Task description: Present each line of the entries below that holds the word "Silver".
________________________________________
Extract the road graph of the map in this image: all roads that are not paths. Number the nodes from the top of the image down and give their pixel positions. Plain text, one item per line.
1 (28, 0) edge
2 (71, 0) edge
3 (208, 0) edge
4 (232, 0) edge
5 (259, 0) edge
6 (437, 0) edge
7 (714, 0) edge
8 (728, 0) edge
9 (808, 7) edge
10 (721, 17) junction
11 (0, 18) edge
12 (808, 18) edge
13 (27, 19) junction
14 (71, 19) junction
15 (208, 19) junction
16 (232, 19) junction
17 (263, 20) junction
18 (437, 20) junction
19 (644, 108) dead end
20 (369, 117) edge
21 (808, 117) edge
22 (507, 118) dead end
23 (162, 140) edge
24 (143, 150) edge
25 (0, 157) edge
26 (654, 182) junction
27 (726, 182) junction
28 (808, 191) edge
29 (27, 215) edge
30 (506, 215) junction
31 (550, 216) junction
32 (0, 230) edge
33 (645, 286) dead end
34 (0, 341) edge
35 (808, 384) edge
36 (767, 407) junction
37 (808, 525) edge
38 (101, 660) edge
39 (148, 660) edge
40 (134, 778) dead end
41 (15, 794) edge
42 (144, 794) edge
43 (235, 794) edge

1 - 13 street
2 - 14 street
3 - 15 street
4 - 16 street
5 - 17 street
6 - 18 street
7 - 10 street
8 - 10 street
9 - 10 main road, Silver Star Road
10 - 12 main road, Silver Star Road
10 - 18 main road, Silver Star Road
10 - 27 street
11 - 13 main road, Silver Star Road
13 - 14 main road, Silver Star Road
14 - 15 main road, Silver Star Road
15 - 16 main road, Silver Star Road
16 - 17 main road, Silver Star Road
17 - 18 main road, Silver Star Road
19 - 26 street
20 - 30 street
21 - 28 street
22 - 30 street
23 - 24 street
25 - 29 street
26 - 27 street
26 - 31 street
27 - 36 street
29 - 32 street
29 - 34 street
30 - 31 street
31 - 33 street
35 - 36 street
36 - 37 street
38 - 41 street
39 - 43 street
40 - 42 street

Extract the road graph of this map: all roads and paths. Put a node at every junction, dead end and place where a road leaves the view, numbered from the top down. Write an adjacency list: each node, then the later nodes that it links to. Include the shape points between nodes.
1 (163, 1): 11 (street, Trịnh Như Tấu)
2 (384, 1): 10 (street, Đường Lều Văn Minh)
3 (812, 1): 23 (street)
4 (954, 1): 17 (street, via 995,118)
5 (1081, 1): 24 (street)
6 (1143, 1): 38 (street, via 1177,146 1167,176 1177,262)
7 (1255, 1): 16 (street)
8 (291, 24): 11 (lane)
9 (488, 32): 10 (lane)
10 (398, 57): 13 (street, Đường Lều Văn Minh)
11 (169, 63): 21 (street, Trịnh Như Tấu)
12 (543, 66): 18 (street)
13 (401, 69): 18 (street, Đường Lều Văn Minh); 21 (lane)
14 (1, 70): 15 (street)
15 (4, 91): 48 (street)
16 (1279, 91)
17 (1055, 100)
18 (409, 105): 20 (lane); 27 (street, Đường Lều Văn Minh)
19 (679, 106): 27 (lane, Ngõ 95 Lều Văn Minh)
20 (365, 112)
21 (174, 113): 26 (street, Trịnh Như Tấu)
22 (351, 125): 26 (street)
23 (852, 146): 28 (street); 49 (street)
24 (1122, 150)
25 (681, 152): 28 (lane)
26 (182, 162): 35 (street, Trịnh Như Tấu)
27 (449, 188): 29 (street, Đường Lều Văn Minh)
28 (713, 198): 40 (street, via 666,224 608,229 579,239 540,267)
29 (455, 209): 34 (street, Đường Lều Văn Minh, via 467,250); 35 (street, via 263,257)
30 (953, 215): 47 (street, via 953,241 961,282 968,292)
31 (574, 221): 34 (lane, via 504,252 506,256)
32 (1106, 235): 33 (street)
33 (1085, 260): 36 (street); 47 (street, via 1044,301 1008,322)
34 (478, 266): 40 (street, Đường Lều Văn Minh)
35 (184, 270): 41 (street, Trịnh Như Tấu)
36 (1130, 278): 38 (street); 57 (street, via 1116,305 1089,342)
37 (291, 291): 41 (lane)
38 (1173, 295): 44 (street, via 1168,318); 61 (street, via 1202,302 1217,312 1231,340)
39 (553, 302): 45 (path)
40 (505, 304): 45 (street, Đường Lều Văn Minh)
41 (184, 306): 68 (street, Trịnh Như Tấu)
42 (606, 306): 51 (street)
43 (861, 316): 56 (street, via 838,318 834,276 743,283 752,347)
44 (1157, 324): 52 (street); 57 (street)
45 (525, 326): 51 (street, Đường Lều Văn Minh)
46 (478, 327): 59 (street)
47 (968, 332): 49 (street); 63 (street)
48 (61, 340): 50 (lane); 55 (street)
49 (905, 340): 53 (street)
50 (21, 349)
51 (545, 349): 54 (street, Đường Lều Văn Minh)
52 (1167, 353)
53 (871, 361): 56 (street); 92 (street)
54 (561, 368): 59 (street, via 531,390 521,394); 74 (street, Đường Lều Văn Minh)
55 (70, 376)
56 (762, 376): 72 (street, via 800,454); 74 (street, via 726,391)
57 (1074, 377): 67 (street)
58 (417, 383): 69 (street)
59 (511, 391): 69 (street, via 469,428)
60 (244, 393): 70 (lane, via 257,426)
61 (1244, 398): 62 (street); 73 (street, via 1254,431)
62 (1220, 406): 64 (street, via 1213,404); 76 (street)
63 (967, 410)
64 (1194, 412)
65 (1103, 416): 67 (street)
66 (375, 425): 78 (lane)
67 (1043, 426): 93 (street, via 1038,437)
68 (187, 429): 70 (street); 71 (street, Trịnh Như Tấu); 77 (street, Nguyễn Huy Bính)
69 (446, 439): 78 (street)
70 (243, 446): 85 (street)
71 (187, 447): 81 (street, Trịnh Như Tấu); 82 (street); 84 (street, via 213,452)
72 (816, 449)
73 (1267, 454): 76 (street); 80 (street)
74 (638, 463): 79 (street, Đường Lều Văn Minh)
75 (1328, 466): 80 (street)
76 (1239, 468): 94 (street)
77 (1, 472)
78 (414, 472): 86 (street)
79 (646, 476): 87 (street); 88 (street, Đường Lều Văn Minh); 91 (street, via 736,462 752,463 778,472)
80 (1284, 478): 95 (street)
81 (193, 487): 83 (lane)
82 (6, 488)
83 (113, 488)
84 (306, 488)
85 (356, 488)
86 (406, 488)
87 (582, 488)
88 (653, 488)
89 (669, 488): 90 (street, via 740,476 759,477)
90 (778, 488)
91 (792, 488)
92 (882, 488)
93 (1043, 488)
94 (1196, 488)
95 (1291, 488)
________________________________________
Answer:
9 - 10 main road, Silver Star Road
10 - 12 main road, Silver Star Road
10 - 18 main road, Silver Star Road
11 - 13 main road, Silver Star Road
13 - 14 main road, Silver Star Road
14 - 15 main road, Silver Star Road
15 - 16 main road, Silver Star Road
16 - 17 main road, Silver Star Road
17 - 18 main road, Silver Star Road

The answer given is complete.